Also we are keeping in view that consumption of fuel is lesser by the designed vehicle.

1.3 Problem specification
In our project the aerodynamic forces like drag, lift and side are reduces by modifying the
simple sedan car design.

1.4 Brief literature review and Prior Art Search(PAS)
We performed a thorough web search and went through various websites and forums and noted
the various problems faced by users and their needs and requirements for our problem domain.
We also got feedback from few users. Therefore we also designed our application keeping
ourselves as the user in mind too.
In our industry search, we observed and noted that the huge implementation in aerodynamics
of vehicle body in the world. Every year we are getting a new designs of cars, this is all based
on the aerodynamic performance of vehicle body.

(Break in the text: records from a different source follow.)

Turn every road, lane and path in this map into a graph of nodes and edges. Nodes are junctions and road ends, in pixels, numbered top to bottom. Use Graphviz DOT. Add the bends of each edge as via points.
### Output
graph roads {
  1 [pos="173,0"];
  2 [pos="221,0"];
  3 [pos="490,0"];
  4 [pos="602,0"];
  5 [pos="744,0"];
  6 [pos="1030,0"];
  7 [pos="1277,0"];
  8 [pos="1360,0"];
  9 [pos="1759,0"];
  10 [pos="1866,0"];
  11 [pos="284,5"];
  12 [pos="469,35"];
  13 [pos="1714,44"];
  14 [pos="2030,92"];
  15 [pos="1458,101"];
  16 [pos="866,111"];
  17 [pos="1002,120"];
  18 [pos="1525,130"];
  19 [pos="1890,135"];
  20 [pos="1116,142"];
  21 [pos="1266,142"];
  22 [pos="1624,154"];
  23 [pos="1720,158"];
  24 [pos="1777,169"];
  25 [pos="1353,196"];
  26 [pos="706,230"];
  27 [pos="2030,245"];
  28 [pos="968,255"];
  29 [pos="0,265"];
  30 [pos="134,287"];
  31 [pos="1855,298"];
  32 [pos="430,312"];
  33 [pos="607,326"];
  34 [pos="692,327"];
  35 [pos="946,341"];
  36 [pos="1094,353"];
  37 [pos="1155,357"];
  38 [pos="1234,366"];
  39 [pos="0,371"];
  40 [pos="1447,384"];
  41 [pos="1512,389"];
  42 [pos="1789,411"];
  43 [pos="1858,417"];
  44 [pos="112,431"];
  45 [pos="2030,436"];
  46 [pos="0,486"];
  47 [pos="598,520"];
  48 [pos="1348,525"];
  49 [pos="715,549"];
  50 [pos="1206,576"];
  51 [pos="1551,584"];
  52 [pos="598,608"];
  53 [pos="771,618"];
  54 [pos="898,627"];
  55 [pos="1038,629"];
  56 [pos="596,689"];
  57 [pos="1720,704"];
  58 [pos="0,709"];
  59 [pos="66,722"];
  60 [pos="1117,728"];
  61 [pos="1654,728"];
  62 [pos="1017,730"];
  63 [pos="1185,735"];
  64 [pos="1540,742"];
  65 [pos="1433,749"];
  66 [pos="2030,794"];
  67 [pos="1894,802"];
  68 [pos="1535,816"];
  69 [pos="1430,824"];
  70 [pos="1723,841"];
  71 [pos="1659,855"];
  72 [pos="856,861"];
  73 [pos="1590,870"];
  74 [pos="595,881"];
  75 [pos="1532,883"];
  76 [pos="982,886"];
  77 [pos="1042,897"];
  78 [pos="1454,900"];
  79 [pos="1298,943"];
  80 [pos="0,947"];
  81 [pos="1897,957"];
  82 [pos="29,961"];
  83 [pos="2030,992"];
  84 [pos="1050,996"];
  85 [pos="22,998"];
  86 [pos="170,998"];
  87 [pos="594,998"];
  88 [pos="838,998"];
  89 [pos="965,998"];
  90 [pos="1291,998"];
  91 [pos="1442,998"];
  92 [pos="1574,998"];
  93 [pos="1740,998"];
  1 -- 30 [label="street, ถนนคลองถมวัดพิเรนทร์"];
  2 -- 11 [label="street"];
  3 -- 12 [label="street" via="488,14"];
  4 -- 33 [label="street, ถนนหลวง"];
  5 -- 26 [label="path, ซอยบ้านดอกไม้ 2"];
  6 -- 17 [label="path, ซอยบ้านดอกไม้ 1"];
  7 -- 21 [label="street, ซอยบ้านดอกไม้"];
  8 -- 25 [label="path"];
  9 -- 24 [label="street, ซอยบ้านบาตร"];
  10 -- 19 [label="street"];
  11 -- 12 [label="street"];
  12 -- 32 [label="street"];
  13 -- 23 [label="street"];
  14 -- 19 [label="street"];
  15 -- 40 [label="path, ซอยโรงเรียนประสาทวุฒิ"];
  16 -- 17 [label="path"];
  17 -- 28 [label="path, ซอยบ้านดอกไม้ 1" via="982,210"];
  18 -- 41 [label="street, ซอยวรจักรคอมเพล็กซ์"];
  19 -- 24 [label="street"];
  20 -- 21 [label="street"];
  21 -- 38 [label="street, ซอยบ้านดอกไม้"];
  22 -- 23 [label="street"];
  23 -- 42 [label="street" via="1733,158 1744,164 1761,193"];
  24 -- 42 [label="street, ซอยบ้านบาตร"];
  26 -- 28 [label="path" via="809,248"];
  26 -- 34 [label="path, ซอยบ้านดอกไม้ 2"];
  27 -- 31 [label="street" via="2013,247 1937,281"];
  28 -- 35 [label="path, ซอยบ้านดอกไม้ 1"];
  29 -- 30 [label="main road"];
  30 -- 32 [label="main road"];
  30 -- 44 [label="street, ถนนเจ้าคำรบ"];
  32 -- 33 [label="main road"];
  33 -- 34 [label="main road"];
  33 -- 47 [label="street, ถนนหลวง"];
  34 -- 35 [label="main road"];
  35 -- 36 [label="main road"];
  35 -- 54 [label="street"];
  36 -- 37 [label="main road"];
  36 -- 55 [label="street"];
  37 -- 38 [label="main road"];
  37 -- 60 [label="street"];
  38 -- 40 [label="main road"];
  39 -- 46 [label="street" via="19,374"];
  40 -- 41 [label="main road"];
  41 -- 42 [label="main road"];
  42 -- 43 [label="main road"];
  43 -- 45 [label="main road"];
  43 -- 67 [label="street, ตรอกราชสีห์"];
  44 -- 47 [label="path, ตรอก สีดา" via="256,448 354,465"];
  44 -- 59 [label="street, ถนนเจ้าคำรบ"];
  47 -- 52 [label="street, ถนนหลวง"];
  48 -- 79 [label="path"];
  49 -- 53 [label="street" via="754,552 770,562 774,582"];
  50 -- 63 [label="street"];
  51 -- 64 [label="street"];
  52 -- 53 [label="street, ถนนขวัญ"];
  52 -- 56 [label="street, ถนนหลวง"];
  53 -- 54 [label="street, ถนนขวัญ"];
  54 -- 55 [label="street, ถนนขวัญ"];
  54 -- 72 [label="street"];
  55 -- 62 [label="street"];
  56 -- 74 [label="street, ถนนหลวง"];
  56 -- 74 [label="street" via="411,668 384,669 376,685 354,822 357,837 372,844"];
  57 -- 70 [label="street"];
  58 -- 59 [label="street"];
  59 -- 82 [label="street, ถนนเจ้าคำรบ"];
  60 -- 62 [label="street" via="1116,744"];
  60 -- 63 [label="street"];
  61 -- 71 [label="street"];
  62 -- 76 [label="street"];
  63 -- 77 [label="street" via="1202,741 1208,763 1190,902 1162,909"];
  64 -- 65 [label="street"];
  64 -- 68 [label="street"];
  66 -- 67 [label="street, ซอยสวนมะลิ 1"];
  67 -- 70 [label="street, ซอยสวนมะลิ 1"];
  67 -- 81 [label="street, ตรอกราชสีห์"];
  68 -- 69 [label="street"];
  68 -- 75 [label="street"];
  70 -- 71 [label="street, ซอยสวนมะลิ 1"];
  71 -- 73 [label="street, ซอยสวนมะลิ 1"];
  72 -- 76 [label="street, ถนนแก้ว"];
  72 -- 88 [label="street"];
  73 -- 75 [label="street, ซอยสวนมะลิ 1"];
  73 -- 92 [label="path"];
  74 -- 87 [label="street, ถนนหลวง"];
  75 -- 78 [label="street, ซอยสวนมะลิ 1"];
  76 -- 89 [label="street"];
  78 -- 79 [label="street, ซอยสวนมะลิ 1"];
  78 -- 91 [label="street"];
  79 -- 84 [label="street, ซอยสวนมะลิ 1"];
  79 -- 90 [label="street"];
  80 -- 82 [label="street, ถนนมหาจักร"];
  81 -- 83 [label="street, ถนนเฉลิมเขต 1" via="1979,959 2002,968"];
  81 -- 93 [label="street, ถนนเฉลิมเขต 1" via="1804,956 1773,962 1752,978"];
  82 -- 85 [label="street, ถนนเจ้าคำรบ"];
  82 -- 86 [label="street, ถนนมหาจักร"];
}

We also performed patent search and analysis. We went through large numbers of patents and
came up with five patents that were most related to our problem area. We shall attach the PSAR
reports at the end for reference.
We studied patents regarding reducing drag force of sedan cars. In sedan car body design
implementation like vortex generator and new bonnet design based on reducing drag force.
1.5 Plan of our Work
Project planning process was divide into two phases. The first phase included requirement
gathering and design and analysis. In next phase, modification of sedan car would being. This
would include implement of rear spoiler, frontal air passage and side cover design with their
analysis.
In our 7th semester, we completed the requirements gathering and analysis for the project. We
have also finished designing and preparation of related documents. Other activities performed
included study of relevant patents for PSAR and development of various canvases such as the
AEIOU Canvas, Empathy Summary canvas, Ideation Canvas and product development Canvas
which have been useful in the understanding of the goals of the project. We are modified simple
sedan car with adding aerodynamic aids like rear spoiler, air passage, side cover etc.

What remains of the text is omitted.